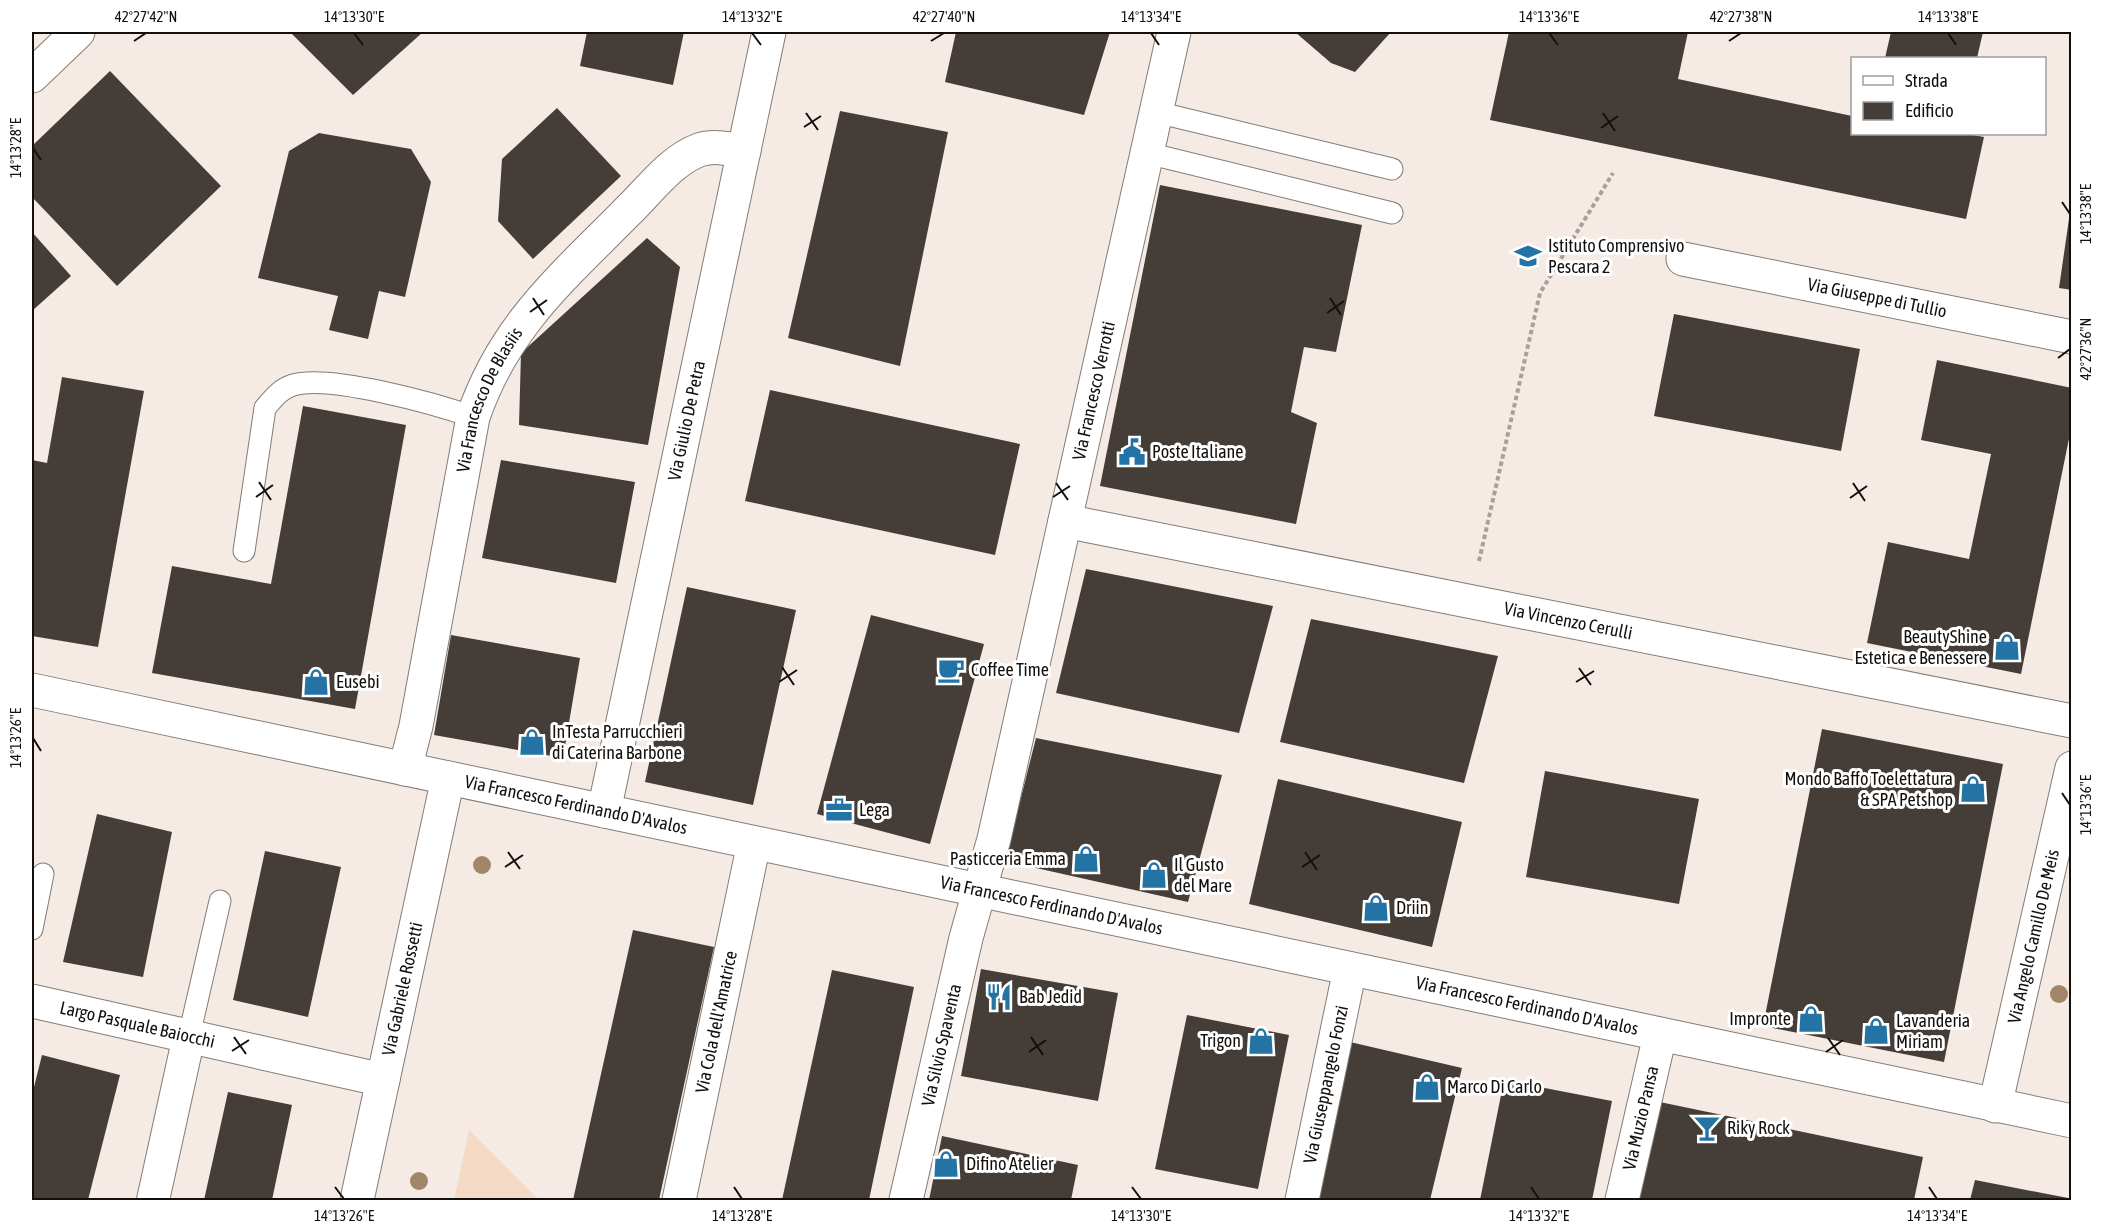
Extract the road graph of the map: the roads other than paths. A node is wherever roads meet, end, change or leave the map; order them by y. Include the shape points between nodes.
1 (78, 32) edge
2 (769, 32) edge
3 (1174, 32) edge
4 (32, 76) edge
5 (1156, 112) junction
6 (744, 151) junction
7 (1147, 153) junction
8 (1392, 169) dead end
9 (1392, 213) dead end
10 (1683, 259) dead end
11 (2072, 337) edge
12 (473, 417) junction
13 (1065, 521) junction
14 (244, 551) dead end
15 (32, 690) edge
16 (2072, 721) edge
17 (2072, 768) edge
18 (405, 769) junction
19 (448, 778) junction
20 (604, 811) junction
21 (754, 843) junction
22 (44, 874) dead end
23 (979, 891) junction
24 (220, 901) dead end
25 (32, 929) edge
26 (1350, 969) junction
27 (32, 1001) edge
28 (1660, 1035) junction
29 (189, 1036) junction
30 (382, 1080) junction
31 (1995, 1106) junction
32 (2071, 1121) edge
33 (153, 1200) edge
34 (357, 1200) edge
35 (679, 1200) edge
36 (906, 1200) edge
37 (1302, 1200) edge
38 (1622, 1200) edge

1 - 4 street
2 - 6 street, Via Giulio De Petra
3 - 5 street, Via Francesco Verrotti
5 - 7 street, Via Francesco Verrotti
5 - 8 lane
6 - 12 street, Via Francesco De Blasiis via 714,147 700,150 673,166 538,302 485,382
6 - 20 street, Via Giulio De Petra
7 - 9 lane
7 - 13 street, Via Francesco Verrotti
10 - 11 street, Via Giuseppe di Tullio
12 - 14 lane via 430,402 323,382 291,385 277,393 265,408
12 - 18 street, Via Francesco De Blasiis
13 - 16 street, Via Vincenzo Cerulli
13 - 23 street, Via Francesco Verrotti
15 - 18 street, Via Francesco Ferdinando D'Avalos
17 - 31 street, Via Angelo Camillo De Meis
18 - 19 street, Via Francesco Ferdinando D'Avalos
19 - 20 street, Via Francesco Ferdinando D'Avalos
19 - 30 street, Via Gabriele Rossetti
20 - 21 street, Via Francesco Ferdinando D'Avalos
21 - 23 street, Via Francesco Ferdinando D'Avalos
21 - 35 street, Via Cola dell'Amatrice
22 - 25 lane
23 - 26 street, Via Francesco Ferdinando D'Avalos
23 - 36 street, Via Silvio Spaventa
24 - 29 lane
26 - 28 street, Via Francesco Ferdinando D'Avalos
26 - 37 street, Via Giuseppangelo Fonzi
27 - 29 street, Largo Pasquale Baiocchi
28 - 31 street, Via Francesco Ferdinando D'Avalos
28 - 38 street, Via Muzio Pansa
29 - 30 street, Largo Pasquale Baiocchi
29 - 33 street
30 - 34 street, Via Gabriele Rossetti
31 - 32 street, Via Francesco Ferdinando D'Avalos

Task description | Scan the lines above for the word "Gabriele" and copy every one where it occurs.

Exercise result |
19 - 30 street, Via Gabriele Rossetti
30 - 34 street, Via Gabriele Rossetti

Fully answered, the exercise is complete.